Take down each entry exactly as written.
=====
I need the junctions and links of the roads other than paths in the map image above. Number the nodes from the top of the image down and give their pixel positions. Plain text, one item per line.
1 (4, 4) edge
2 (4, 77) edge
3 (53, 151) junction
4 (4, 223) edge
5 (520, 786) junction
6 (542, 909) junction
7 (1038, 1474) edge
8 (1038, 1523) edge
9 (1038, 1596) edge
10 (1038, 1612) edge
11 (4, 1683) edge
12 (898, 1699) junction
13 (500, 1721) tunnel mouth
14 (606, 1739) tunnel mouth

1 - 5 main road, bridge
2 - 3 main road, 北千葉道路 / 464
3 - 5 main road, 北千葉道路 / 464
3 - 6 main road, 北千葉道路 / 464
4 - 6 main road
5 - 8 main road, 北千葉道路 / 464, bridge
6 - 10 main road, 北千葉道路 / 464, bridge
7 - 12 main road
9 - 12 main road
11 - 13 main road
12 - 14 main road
=====
- _Finished exercise_:
I need the junctions and links of the roads other than paths in the map image above. Number the nodes from the top of the image down and give their pixel positions. Plain text, one item per line.
1 (4, 4) edge
2 (4, 77) edge
3 (53, 151) junction
4 (4, 223) edge
5 (520, 786) junction
6 (542, 909) junction
7 (1038, 1474) edge
8 (1038, 1523) edge
9 (1038, 1596) edge
10 (1038, 1612) edge
11 (4, 1683) edge
12 (898, 1699) junction
13 (500, 1721) tunnel mouth
14 (606, 1739) tunnel mouth

1 - 5 main road, bridge
2 - 3 main road, 北千葉道路 / 464
3 - 5 main road, 北千葉道路 / 464
3 - 6 main road, 北千葉道路 / 464
4 - 6 main road
5 - 8 main road, 北千葉道路 / 464, bridge
6 - 10 main road, 北千葉道路 / 464, bridge
7 - 12 main road
9 - 12 main road
11 - 13 main road
12 - 14 main road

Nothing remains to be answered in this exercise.